Happily other landmarks have survived. Courtyards, doorways, and dormers—like those at 283 and 284—hint at centuries past. We were glad to see the former Benedictine Couvent des Anglais at 269–269 bis. “Schola Cantorum” is carved over the entrance. Dance, music, and drama students came and went, seemingly unimpressed by the corinthian columns, a sweeping staircase, and an unexpected garden court.
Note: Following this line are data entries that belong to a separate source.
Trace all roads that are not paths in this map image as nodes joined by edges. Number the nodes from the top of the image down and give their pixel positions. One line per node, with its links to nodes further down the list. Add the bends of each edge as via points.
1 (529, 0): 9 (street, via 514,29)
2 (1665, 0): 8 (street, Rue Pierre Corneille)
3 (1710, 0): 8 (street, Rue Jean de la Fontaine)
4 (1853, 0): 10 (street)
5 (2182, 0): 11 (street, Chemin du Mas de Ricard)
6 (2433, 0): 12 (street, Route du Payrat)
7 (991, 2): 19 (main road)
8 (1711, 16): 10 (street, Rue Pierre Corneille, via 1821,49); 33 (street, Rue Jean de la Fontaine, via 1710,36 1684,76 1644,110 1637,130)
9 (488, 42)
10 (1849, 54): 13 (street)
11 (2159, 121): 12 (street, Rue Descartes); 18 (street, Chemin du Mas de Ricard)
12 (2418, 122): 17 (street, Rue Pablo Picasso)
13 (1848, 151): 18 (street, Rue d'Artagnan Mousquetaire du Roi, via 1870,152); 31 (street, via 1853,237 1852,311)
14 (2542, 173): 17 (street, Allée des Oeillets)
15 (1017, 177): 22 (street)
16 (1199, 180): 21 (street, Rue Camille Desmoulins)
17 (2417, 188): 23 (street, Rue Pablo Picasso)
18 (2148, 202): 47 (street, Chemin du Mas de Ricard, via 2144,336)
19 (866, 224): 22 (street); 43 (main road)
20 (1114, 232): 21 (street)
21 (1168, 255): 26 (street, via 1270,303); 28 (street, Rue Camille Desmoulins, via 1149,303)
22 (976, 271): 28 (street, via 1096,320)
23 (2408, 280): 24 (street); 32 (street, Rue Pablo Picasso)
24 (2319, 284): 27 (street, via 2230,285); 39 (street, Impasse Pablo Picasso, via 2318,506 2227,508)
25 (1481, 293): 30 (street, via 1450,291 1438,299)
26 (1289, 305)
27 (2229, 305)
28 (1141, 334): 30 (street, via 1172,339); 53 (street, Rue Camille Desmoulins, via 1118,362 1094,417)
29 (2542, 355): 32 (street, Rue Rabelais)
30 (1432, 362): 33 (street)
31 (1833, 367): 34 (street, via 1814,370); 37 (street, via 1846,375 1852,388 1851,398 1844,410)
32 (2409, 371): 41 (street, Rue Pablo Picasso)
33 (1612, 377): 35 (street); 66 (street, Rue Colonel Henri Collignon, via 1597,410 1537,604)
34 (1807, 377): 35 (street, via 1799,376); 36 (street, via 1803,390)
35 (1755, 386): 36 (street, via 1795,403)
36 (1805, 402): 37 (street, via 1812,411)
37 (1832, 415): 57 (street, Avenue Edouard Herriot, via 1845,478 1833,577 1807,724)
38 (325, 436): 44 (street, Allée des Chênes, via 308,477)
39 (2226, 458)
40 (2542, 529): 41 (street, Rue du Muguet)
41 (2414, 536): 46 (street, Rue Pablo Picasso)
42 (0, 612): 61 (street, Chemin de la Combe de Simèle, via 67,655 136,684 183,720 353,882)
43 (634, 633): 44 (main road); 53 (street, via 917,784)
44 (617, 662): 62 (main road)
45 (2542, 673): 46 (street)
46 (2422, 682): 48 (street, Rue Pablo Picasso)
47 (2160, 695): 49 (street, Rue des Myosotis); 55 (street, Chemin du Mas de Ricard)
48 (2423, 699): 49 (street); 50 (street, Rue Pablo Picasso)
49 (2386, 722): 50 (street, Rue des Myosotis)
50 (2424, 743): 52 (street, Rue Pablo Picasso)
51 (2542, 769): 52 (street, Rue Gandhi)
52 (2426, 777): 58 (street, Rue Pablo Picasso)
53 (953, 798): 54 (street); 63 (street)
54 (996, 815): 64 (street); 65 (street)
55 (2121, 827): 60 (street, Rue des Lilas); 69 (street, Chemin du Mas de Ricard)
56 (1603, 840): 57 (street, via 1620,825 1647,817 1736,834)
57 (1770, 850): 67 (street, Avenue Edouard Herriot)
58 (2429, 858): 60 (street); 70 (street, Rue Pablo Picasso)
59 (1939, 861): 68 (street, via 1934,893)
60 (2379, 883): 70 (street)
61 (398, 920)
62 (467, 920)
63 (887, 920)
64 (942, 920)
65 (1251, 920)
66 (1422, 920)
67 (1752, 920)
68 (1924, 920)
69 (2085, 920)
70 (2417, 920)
Repaved and equipped with benches, the half-moon plaza facing Val-de-Grâce convent seemed a good place to rest. From it our eyes inspected the convent’s ironwork, forecourt flanked by square pavilions, and immense baroque façade. We lucked out, wandering into a wedding ceremony. The initials “A.L.” appear everywhere at Val-de-Grâce. They stand for the insitution’s founder, Anne of Austria, and her husband Louis XIII. Saint Peter’s and the Chiesa del Gesù in Rome inspired the convent’s triple-aisle nave, soaring dome, and Bernini-style baldachin. Dazed by an overdose of architectural details, we fled outside.

Rue du Faubourg-Saint-Jacques starts at Boulevard de Port-Royal. Behind a smog-blackened building and the Stalinesque Cochin medical school hides an arcaded cloister from 1625, these days part of the Baudeloque maternity ward. We sat amid clipped yew trees and heard the future of France wail.

The
cardo
’s last miles pack less charm per step, but we were pleased to remark l’Observatoire on our right and, kitty corner, the centuries-old Faculté de Théologie—a grimy, soulful address whose theology courses are in keeping with the road’s pilgrim past.

Saint-Jacques is also the name of a leafy boulevard and an early 1900s Métro station, where the Faubourg becomes Rue de la Tombe-Issoire. As we walked toward Parc Montsouris, a landscaped enclave on the edge of town, I remembered the legendary giant Ysorre, the origin of these curious names. In ancient times, outside the city limits Roman tombs lined the road.

Beyond the Cité Universitaire greenbelt, the
cardo-
cum-Way-of-Saint-James becomes a potholed off-ramp from the Boulevard Périphérique. On it cars roared three abreast in both directions. We pondered the snarled colossus Pompidou built, diesel-scented tears in our eyes. Saint James would surely not have approved, but I couldn’t help thinking, irreverently, that Julius Caesar would have loved it.